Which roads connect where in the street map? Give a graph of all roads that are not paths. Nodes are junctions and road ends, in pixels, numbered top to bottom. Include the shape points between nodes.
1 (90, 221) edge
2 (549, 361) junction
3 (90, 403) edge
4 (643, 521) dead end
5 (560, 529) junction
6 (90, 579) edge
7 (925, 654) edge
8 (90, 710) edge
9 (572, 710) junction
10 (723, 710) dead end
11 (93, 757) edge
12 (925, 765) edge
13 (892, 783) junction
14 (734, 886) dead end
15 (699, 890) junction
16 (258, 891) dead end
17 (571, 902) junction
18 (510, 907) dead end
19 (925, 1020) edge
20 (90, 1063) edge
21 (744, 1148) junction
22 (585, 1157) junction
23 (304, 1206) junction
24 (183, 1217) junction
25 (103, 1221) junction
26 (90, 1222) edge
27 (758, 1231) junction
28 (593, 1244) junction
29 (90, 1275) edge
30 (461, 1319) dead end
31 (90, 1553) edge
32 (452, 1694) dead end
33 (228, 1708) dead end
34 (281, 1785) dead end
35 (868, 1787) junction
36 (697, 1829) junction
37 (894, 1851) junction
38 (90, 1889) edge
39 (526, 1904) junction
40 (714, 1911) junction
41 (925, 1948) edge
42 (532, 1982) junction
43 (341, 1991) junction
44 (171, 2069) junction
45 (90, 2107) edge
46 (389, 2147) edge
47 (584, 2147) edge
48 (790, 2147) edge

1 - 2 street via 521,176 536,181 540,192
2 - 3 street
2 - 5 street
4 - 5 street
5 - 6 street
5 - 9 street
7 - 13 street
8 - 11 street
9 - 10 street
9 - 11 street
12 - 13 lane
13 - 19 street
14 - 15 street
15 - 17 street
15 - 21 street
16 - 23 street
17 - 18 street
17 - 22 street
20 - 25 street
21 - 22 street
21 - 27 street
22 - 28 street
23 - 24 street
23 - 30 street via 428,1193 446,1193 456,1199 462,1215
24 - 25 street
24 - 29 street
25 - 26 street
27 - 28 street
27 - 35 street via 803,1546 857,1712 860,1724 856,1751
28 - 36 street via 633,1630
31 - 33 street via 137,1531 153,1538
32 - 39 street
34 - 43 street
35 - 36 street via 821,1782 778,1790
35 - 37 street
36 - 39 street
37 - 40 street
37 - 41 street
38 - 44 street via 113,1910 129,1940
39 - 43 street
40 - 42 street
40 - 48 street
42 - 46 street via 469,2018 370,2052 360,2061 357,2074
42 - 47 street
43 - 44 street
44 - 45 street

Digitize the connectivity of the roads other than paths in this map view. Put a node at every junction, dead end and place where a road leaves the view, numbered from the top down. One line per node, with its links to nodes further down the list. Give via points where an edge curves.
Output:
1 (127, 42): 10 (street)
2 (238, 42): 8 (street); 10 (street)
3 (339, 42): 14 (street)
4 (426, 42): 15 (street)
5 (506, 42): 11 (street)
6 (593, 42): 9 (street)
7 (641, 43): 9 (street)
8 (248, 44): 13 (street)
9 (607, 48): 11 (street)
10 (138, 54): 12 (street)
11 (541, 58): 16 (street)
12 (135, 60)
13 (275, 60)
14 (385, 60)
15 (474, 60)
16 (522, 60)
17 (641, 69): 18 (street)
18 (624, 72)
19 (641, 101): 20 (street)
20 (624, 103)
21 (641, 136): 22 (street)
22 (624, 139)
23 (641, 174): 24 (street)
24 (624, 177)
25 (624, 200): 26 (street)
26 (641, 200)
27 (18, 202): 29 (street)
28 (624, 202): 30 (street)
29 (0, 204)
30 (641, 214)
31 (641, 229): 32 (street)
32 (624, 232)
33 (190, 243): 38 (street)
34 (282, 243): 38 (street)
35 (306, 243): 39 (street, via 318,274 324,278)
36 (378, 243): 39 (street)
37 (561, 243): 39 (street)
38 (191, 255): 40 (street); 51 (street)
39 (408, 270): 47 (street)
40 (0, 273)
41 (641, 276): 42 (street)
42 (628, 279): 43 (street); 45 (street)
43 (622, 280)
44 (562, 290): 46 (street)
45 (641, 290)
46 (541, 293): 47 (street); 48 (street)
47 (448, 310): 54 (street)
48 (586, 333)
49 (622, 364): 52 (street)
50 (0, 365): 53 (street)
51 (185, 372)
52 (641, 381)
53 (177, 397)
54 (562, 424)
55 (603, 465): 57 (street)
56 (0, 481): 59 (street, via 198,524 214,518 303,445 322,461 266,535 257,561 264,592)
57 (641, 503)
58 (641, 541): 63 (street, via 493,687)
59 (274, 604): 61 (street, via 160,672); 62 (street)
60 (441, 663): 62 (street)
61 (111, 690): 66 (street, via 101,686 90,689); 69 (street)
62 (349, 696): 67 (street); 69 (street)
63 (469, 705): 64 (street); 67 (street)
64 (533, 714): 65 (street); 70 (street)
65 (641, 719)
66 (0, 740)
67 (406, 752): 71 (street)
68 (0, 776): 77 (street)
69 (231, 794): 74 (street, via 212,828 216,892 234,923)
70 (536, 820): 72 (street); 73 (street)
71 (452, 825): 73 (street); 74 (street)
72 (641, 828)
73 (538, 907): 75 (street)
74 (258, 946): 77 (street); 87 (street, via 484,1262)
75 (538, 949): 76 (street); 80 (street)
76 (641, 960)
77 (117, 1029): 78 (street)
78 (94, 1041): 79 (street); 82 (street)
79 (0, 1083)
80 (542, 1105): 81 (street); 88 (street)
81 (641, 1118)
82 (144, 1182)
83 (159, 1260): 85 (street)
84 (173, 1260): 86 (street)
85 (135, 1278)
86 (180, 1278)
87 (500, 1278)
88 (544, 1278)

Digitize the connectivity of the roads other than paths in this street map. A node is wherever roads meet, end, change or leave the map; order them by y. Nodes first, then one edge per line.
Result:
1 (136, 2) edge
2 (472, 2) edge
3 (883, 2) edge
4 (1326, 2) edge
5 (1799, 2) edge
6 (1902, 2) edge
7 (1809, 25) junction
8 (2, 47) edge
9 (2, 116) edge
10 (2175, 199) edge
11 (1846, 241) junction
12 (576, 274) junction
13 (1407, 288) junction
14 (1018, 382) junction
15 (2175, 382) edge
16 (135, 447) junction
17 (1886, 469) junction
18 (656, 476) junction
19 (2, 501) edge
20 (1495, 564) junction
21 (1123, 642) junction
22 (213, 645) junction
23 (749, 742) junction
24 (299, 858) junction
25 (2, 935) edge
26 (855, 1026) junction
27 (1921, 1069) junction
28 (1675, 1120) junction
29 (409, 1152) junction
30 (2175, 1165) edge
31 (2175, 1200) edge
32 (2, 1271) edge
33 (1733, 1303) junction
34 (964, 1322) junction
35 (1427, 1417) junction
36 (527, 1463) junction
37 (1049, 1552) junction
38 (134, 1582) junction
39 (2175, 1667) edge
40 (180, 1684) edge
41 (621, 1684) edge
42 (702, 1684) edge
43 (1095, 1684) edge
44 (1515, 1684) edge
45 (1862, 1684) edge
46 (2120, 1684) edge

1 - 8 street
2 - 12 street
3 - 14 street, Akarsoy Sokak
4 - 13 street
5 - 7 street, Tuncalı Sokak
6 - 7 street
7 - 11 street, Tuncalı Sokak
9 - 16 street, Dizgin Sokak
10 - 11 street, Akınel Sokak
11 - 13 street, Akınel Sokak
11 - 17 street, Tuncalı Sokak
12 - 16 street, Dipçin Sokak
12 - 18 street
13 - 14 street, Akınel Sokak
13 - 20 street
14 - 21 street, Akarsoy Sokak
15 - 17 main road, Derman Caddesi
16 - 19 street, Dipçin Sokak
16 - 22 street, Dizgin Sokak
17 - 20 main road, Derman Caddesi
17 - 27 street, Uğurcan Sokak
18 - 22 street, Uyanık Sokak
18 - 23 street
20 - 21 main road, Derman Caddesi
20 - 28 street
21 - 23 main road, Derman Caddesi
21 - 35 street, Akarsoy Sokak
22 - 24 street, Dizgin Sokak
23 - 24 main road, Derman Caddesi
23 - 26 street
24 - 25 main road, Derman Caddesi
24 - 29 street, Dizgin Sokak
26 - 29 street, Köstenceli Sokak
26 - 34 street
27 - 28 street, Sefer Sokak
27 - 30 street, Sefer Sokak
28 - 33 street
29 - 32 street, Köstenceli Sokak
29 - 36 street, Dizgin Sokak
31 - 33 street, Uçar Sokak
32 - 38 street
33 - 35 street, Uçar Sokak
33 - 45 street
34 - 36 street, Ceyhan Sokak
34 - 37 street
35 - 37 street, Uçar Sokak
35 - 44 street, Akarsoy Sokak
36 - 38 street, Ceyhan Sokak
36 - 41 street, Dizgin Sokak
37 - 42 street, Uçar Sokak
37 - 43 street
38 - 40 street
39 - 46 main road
==============================
◆ **About this task**
Wherever a line contains the string "Uçar", copy that line from the data.

◆ **Problem solution**
31 - 33 street, Uçar Sokak
33 - 35 street, Uçar Sokak
35 - 37 street, Uçar Sokak
37 - 42 street, Uçar Sokak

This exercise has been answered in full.